Federalism: Who Gets to Decide What?
Atlas, a calm guide in a star-flecked cloak, stands before three glowing concentric rings of light labeled national, state, and local, tracing where their edges overlap with a steady finger.
- Define federalism as the division of sovereignty between national and subnational governments
- Distinguish enumerated, reserved, and concurrent powers using the U.S. Constitution
- Identify which level of government holds a given responsibility in real examples
- Explain why power between levels is often contested and redrawn through law, politics, and court decisions
Key terms
- Federalism
- A system dividing sovereign authority between a national government and subnational state governments.
- Enumerated powers
- Authorities the Constitution explicitly lists for the federal government, such as coining money and declaring war.
- Reserved powers
- Powers the Tenth Amendment leaves to the states or to the people when not delegated federally.
- Concurrent powers
- Authorities both federal and state governments hold independently, such as the power to tax.
- Supremacy Clause
- The constitutional rule making valid federal law controlling when it genuinely conflicts with state law.
Three Categories of Power
The Constitution sorts authority into overlapping buckets, and reading any dispute begins with classification. Enumerated powers are listed for the national government, like regulating interstate commerce and coining money. Reserved powers, under the Tenth Amendment, belong to states or the people, covering most criminal law, marriage licensing, and education. Concurrent powers, such as taxation and building roads, are held by both levels at once. A frequent error treats concurrent powers as federal gifts to the states, but both governments hold them independently under the constitutional structure, not by delegation from Congress.

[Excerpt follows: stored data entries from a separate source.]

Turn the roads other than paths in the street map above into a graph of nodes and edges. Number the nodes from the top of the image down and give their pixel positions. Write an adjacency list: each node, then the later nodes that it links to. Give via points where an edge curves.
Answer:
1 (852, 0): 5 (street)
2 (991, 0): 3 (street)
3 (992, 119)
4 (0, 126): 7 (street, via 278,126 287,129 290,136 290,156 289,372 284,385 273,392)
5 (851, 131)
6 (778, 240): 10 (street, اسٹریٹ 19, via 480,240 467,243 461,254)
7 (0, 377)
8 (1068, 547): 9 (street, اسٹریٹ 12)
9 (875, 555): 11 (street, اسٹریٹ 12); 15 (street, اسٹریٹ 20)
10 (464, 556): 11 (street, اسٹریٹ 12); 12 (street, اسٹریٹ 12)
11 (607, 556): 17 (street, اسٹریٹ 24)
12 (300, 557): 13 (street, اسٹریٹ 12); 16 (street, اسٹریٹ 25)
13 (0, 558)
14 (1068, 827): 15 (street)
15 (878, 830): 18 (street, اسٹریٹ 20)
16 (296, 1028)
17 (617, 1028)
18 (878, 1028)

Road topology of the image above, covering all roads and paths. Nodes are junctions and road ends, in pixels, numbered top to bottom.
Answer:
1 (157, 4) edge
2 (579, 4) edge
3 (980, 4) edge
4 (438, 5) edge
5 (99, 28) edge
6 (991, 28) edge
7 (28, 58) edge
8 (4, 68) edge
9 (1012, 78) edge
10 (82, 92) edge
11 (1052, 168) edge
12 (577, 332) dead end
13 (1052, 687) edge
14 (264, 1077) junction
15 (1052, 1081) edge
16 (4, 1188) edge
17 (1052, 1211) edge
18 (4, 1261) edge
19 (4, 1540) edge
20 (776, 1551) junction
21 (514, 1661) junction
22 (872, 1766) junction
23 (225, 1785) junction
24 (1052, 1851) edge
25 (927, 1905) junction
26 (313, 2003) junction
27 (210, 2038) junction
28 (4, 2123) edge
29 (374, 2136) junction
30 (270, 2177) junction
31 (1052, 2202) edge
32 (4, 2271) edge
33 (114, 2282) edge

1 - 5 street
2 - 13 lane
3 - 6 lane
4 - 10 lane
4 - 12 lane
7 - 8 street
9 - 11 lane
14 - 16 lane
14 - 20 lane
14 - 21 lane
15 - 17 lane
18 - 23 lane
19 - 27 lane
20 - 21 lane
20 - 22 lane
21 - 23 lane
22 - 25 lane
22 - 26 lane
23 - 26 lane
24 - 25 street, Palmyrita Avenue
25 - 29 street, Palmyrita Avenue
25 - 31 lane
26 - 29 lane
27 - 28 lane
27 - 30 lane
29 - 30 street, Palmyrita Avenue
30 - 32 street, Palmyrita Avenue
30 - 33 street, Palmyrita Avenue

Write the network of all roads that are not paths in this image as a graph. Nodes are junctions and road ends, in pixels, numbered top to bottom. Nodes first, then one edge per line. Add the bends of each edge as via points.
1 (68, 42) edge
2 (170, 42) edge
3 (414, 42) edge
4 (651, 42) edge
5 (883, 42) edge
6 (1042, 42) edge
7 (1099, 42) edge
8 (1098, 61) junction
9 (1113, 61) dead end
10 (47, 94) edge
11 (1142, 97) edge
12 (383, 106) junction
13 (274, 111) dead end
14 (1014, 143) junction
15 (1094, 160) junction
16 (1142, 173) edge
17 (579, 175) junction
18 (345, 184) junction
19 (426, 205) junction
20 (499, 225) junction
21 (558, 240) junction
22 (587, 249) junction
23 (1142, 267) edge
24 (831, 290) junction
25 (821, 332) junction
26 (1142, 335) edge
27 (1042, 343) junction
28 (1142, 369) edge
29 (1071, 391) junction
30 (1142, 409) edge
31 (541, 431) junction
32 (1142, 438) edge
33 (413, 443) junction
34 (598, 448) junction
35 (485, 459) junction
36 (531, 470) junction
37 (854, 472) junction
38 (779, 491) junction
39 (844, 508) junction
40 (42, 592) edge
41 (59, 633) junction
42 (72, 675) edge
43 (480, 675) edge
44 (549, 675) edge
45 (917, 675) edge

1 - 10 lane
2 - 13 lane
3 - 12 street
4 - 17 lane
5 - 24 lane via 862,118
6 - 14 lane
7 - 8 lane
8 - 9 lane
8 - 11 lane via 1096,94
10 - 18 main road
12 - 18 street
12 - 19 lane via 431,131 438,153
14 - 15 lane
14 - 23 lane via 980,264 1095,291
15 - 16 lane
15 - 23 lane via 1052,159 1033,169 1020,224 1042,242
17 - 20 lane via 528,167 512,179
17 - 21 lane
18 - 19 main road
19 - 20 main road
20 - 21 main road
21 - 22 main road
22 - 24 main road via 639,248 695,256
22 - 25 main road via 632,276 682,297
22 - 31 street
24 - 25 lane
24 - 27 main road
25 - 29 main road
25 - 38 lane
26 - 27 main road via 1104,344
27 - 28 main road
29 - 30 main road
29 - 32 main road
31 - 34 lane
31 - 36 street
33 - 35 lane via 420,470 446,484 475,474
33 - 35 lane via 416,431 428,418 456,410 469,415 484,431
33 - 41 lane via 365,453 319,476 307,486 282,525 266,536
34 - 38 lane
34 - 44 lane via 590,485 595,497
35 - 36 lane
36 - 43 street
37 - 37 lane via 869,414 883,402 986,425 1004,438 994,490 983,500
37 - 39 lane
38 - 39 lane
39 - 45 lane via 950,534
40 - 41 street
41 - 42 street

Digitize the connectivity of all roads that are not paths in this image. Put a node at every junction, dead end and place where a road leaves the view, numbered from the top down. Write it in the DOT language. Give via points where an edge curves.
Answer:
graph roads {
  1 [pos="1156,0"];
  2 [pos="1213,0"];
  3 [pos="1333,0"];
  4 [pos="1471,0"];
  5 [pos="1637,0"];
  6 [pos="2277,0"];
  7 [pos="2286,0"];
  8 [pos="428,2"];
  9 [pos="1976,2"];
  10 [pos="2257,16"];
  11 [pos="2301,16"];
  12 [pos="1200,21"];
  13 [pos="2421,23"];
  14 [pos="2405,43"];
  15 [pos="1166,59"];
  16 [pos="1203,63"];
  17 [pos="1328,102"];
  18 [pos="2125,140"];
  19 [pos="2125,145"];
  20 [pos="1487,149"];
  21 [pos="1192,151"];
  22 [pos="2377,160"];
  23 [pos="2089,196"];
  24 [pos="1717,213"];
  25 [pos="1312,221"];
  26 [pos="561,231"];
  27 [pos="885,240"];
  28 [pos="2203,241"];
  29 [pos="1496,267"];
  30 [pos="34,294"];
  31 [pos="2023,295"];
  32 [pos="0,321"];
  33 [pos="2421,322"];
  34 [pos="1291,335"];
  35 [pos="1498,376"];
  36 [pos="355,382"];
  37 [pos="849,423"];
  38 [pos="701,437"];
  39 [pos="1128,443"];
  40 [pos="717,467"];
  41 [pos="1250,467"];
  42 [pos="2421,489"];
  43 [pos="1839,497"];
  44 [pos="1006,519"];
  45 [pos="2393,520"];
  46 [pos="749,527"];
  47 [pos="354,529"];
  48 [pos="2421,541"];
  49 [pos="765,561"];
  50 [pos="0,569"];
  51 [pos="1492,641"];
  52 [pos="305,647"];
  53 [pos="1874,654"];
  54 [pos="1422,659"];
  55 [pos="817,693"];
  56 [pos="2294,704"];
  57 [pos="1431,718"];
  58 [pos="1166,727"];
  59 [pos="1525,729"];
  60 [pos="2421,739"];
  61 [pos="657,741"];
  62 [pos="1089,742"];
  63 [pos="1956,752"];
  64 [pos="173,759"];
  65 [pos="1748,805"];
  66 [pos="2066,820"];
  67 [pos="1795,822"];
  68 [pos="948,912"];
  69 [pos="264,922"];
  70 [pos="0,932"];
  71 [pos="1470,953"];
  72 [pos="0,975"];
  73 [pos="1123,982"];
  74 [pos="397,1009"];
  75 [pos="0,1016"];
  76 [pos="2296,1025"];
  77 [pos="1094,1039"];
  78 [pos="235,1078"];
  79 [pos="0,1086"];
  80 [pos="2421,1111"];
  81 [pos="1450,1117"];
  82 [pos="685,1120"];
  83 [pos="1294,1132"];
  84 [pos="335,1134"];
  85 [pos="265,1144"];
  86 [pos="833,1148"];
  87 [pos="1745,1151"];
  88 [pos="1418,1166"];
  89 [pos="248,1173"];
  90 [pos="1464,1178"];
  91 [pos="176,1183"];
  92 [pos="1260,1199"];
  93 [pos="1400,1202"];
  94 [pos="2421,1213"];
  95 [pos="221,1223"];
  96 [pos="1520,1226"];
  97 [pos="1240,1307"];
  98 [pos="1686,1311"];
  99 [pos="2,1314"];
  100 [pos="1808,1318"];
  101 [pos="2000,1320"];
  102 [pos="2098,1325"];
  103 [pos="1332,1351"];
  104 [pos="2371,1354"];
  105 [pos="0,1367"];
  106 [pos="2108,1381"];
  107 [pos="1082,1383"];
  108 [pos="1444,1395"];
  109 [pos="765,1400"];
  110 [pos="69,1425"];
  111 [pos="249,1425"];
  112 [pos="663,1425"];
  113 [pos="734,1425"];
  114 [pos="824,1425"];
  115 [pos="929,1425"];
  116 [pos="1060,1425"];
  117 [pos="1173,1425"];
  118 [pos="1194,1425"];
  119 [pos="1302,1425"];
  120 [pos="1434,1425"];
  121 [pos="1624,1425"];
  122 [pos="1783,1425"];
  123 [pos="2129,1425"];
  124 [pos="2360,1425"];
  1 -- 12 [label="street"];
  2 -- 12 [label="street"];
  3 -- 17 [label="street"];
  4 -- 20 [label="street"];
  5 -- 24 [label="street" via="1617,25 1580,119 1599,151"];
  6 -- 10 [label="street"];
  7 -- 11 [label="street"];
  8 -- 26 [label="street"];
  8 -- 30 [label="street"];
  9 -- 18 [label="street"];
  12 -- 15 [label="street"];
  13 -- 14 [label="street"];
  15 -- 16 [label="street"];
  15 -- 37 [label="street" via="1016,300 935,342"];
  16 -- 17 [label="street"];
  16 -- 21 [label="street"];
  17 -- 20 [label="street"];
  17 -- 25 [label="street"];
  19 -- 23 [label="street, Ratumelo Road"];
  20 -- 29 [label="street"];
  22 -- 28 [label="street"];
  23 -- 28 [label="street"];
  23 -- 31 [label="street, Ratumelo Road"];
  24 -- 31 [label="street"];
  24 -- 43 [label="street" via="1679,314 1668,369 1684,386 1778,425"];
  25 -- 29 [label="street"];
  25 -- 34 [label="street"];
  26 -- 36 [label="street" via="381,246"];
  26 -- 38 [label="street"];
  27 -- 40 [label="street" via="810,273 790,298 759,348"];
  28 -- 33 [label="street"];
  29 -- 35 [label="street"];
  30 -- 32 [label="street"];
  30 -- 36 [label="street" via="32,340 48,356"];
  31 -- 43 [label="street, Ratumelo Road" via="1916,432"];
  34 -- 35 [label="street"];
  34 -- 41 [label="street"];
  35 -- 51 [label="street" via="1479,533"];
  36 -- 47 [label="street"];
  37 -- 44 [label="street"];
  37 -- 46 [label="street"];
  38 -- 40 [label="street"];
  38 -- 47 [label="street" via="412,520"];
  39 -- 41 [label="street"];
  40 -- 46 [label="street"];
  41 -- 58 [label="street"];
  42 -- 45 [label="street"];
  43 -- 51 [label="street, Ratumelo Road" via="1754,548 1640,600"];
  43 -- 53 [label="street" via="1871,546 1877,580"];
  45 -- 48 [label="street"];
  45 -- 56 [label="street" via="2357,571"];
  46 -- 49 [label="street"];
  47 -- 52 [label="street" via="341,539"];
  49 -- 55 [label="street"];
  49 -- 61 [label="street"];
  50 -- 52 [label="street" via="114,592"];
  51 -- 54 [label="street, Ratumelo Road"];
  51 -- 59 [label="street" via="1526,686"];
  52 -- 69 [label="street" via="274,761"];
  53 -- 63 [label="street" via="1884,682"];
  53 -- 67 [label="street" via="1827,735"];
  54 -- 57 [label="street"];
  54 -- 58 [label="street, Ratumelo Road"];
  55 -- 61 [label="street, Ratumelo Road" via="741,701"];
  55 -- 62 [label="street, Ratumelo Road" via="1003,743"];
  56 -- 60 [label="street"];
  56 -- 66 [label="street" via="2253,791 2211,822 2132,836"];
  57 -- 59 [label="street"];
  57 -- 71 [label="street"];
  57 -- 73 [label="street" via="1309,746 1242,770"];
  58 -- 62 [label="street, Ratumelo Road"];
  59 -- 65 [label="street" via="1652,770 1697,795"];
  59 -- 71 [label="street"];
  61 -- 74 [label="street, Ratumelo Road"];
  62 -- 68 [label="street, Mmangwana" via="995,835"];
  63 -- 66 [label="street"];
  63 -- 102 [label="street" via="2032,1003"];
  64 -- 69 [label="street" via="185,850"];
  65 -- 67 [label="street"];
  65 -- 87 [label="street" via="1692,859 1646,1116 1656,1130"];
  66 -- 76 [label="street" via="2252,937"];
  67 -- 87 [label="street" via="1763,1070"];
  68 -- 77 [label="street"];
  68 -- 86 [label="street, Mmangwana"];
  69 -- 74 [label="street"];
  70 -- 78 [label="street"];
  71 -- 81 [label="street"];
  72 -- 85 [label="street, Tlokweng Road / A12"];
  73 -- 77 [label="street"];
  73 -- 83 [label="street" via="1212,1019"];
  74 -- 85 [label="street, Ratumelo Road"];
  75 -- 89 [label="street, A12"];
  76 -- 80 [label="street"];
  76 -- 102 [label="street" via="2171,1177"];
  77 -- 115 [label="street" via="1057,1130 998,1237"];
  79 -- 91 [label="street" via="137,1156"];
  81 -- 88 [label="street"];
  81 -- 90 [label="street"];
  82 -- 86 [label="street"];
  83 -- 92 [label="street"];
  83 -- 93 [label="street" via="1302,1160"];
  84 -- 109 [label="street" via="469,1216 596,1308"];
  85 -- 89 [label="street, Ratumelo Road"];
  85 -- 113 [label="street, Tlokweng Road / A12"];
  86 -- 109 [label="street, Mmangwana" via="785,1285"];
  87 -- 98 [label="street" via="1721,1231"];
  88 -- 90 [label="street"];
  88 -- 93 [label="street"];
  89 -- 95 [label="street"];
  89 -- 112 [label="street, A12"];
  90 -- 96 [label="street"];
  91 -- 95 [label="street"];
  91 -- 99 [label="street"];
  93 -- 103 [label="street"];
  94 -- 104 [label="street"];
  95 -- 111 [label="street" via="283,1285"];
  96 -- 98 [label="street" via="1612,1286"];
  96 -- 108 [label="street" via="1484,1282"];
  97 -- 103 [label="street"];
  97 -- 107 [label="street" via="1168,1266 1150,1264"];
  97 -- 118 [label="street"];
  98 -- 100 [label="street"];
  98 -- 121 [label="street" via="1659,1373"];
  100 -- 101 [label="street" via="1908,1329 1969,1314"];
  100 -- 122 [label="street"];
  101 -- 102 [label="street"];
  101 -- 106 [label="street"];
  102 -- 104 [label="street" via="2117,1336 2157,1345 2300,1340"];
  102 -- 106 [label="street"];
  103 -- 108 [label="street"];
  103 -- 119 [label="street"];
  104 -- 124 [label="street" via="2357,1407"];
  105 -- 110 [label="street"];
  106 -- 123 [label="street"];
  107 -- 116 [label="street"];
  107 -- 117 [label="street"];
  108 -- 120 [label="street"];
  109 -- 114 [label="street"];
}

Contested and Shifting Boundaries
Federalism's lines are deliberately negotiable, redrawn through law, politics, and court rulings as conditions change. When valid federal and state laws genuinely conflict, the Supremacy Clause makes the federal law controlling, as McCulloch v. Maryland affirmed, yet the Tenth Amendment and cases like United States v. Lopez confirm real limits on national reach. Local governments add a third layer, deriving authority from their states rather than the Constitution. Understanding federalism therefore means tracking an evolving balance rather than memorizing a fixed chart of who decides what.
Worked examples
Classify the power to issue driver's licenses.
- Check whether the Constitution lists this power for the federal government — it does not.
- Recall the Tenth Amendment reserves undelegated powers to the states.
- Note licensing fits ordinary state regulation of safety and roads.
- Conclude it is a reserved state power.
Answer: Issuing driver's licenses is a reserved power belonging to the states.
Resolve a conflict between valid federal and state law.
- Confirm both laws are valid exercises of their respective powers.
- Identify a genuine, direct conflict between them.
- Apply the Supremacy Clause, which makes valid federal law controlling.
- Reject the idea that the Tenth Amendment alone hands the win to the state.
Answer: The valid federal law prevails under the Supremacy Clause.
Activity
Sort each government responsibility into federal, state, or shared (concurrent)
Practice
Decide whether collecting taxes is a federal, reserved, or concurrent power and explain.
Explain why a city council does not draw its authority directly from the Constitution.
Common mistakes to avoid
- Local governments get power from the ConstitutionCities derive authority from their states, since the Constitution divides power between federal and state levels.
- The Tenth Amendment alone resolves federal-state conflictsWhen valid laws genuinely conflict, the Supremacy Clause makes federal law controlling, not the Tenth Amendment.
Check your understanding
Which term describes powers the Constitution specifically lists for the federal government, such as coining money?
A state and the federal government both have the power to collect taxes. This shared power is called:
A student says, 'Local city councils get their power directly from the U.S. Constitution.' Why is this incorrect?
When a valid federal law and a valid state law directly conflict, which constitutional principle generally helps courts resolve it?
Recap
Federalism splits sovereignty into enumerated federal powers, reserved state powers, and concurrent shared powers; local authority flows from states, and the Supremacy Clause settles genuine federal-state conflicts while the boundaries stay contested and evolving.
Reflect
Which level of government affects your daily life most, and why does that surprise you?